━━ Data

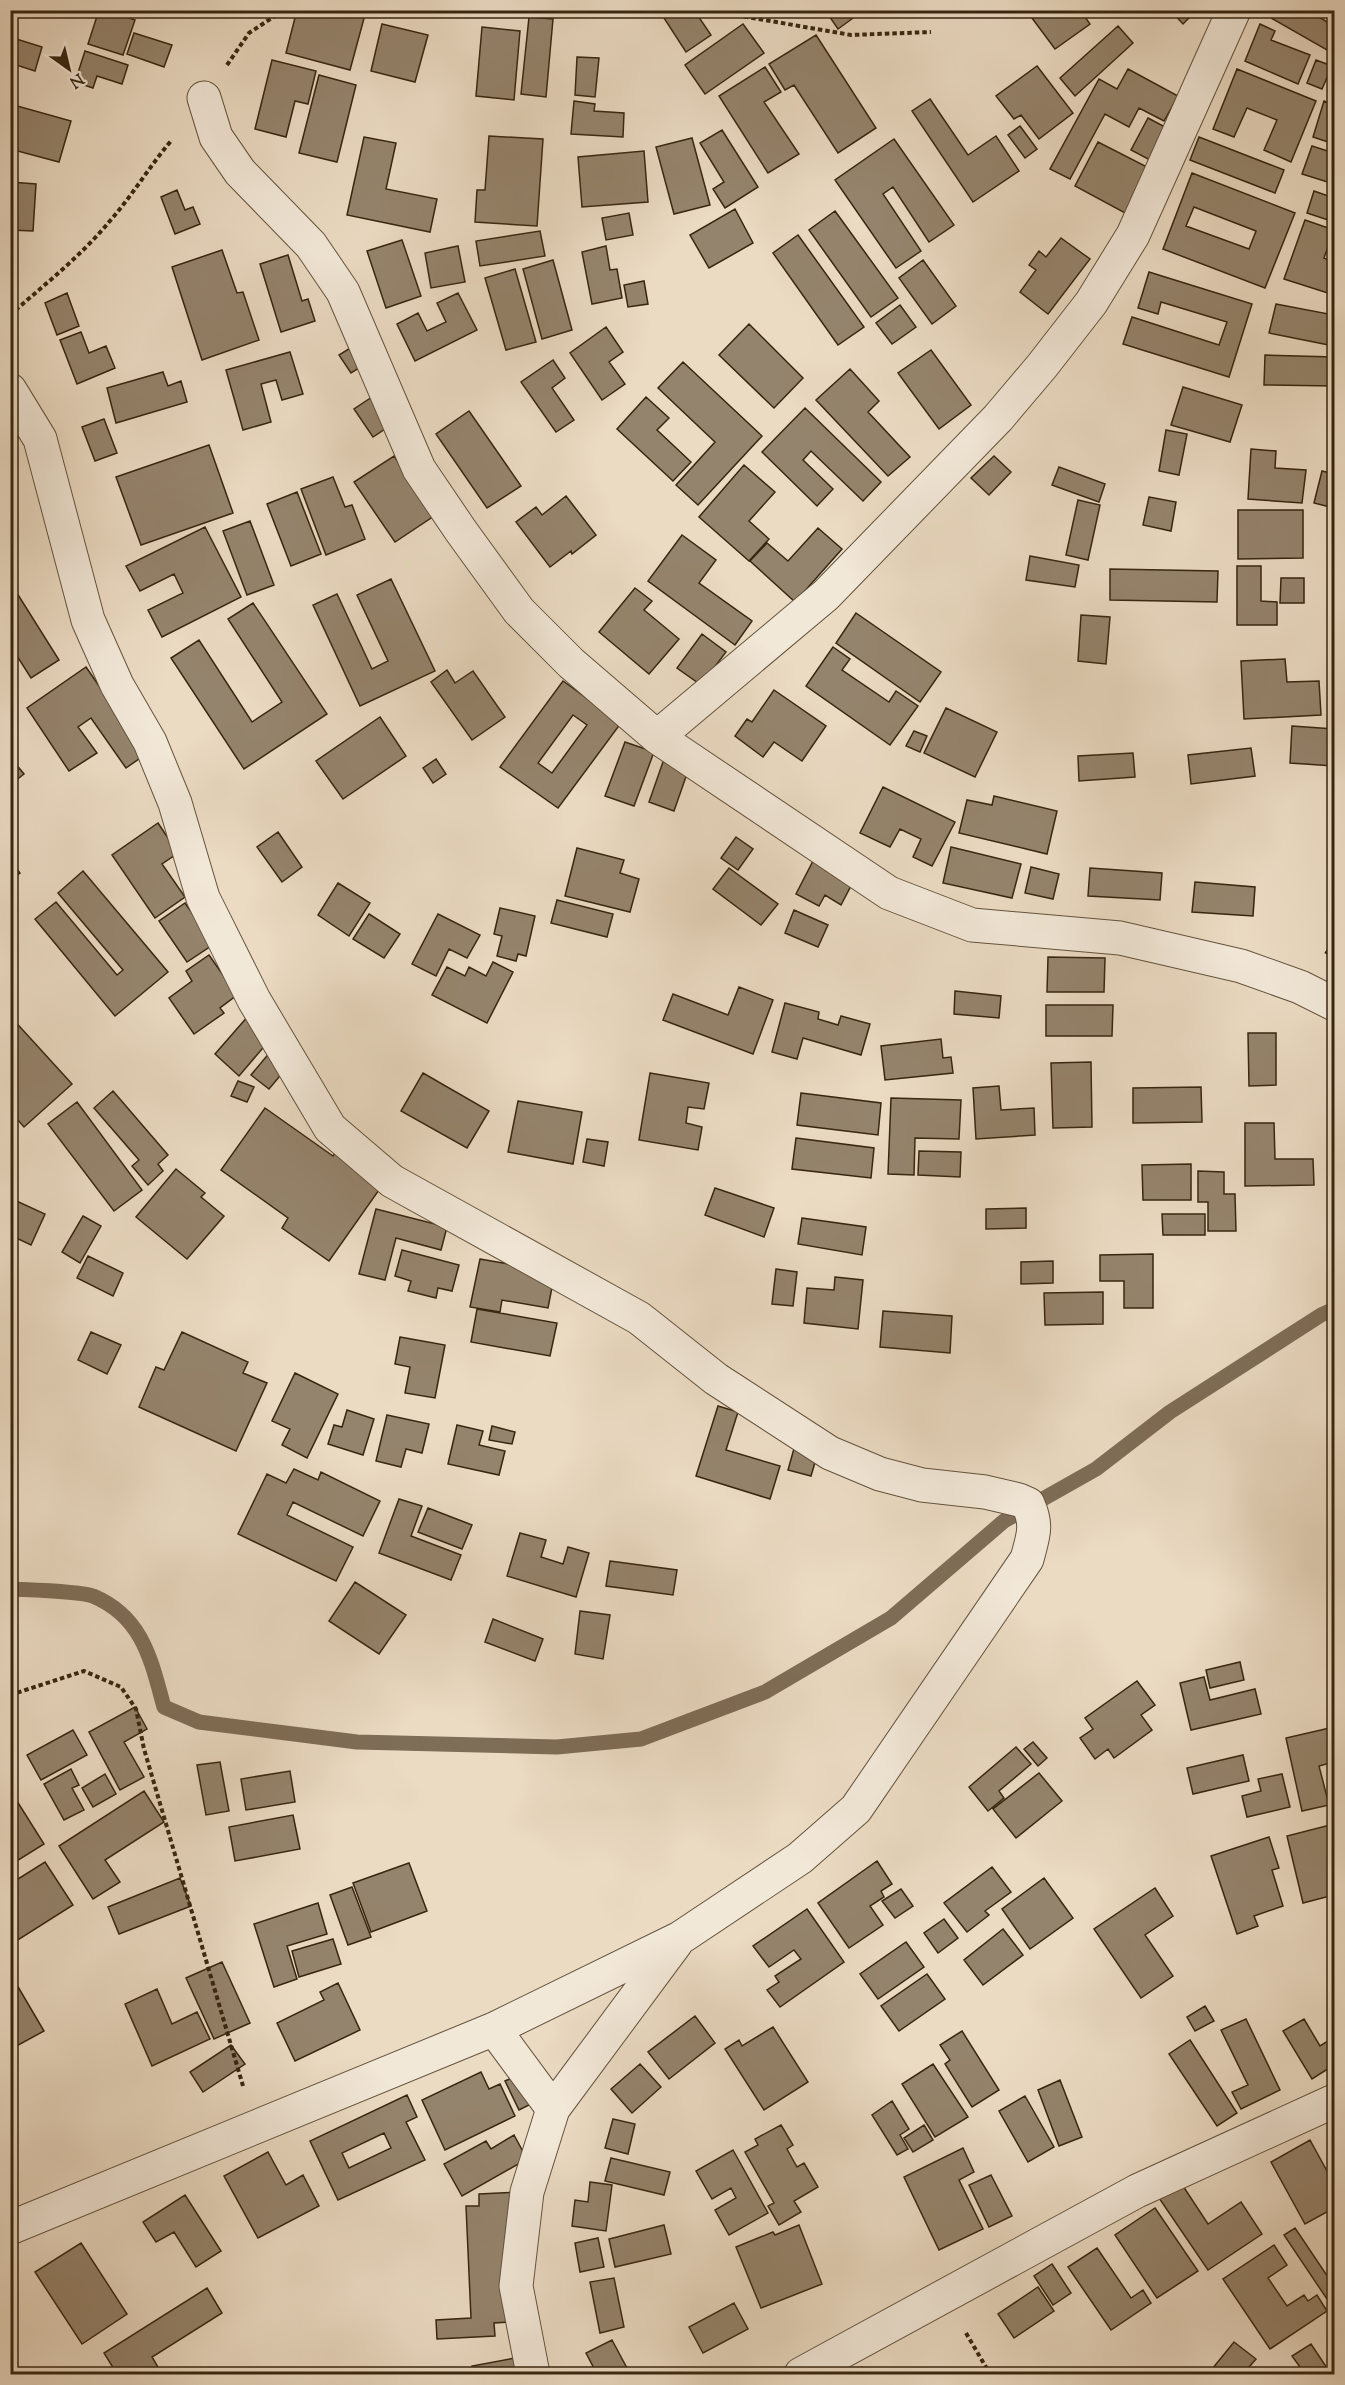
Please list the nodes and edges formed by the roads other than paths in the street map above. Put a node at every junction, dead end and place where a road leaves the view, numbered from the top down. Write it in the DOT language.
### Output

━━━━
━━ Data

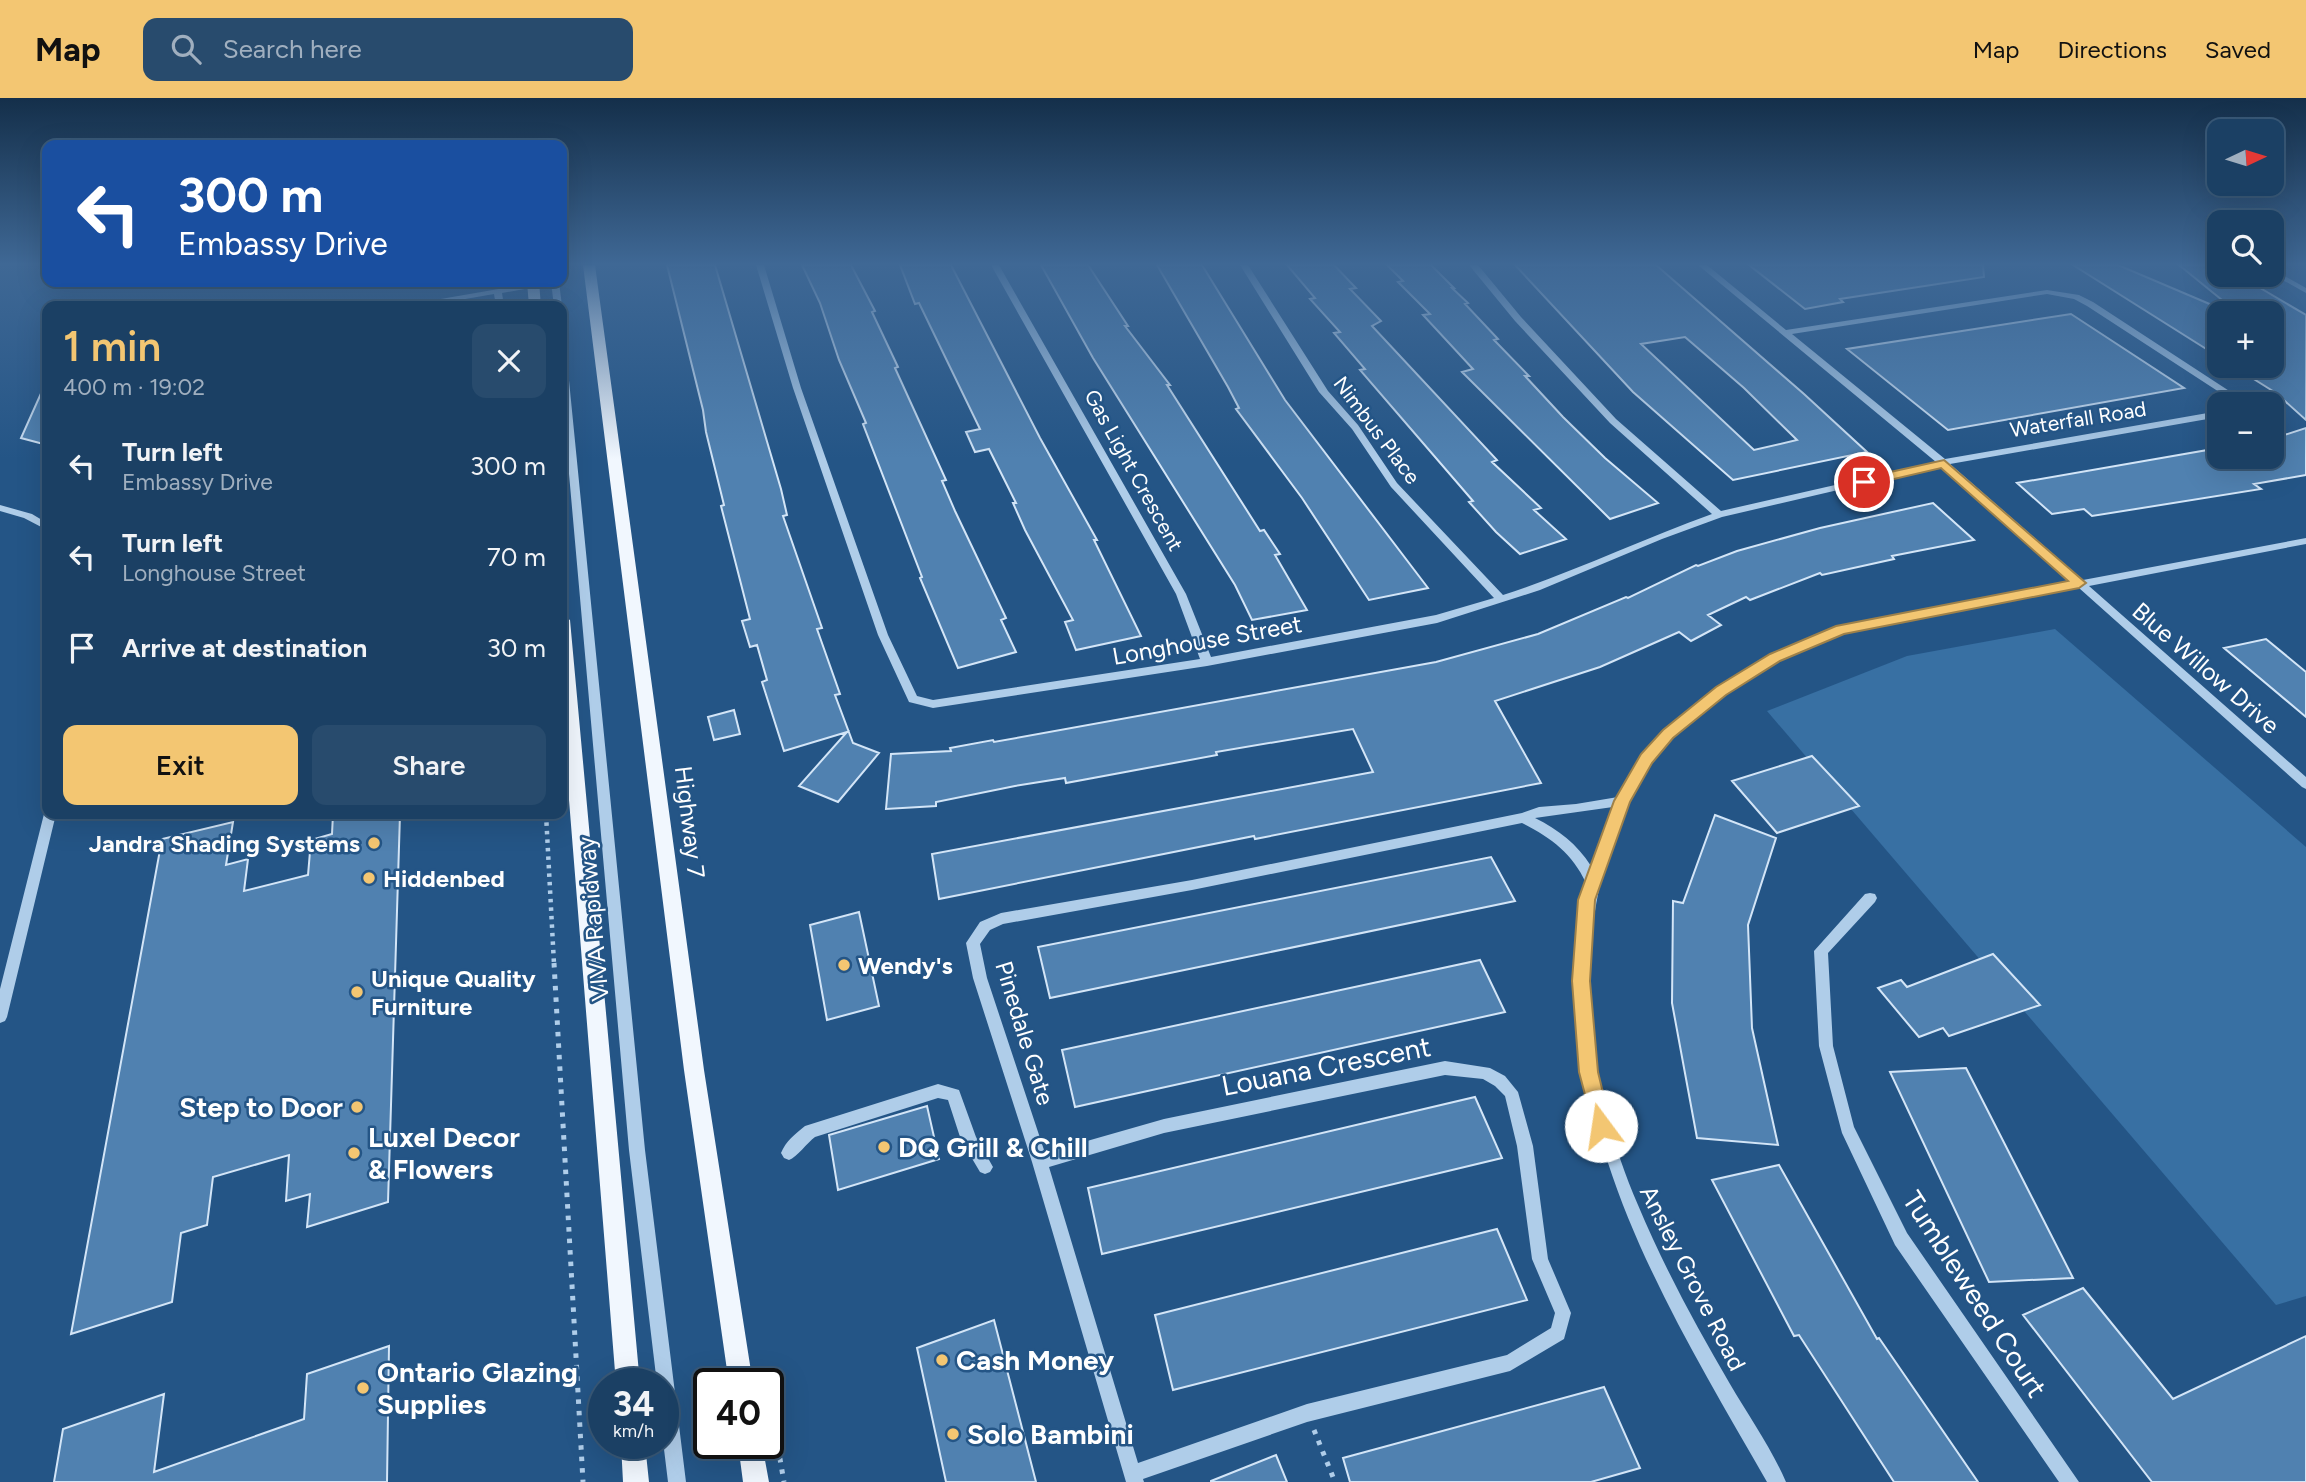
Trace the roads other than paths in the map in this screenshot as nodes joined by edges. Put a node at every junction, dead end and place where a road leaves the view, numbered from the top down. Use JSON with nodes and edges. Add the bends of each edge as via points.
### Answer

━━━━
━━ Data

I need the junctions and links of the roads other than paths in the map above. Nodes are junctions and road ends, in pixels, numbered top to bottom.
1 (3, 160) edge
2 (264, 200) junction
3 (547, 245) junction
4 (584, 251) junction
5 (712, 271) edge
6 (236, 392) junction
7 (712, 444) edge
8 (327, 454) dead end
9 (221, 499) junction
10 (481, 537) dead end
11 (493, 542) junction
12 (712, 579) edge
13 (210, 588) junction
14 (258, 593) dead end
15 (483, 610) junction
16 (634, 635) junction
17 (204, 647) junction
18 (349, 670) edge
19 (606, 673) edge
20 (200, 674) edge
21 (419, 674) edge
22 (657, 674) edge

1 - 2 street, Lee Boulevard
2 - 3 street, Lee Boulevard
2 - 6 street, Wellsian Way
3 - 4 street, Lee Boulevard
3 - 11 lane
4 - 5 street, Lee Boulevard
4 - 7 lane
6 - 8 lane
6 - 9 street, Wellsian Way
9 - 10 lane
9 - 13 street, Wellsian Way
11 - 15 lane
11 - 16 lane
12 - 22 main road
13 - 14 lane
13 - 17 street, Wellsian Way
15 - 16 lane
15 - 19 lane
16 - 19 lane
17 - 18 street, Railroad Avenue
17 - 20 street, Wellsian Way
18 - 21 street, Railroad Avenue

━━━━

What lines in the material above contain the word "from"? Copy them out.

_Task response_
Please list the nodes and edges formed by the roads other than paths in the street map above. Put a node at every junction, dead end and place where a road leaves the view, numbered from the top down. Write it in the DOT language.
Trace the roads other than paths in the map in this screenshot as nodes joined by edges. Put a node at every junction, dead end and place where a road leaves the view, numbered from the top down. Use JSON with nodes and edges. Add the bends of each edge as via points.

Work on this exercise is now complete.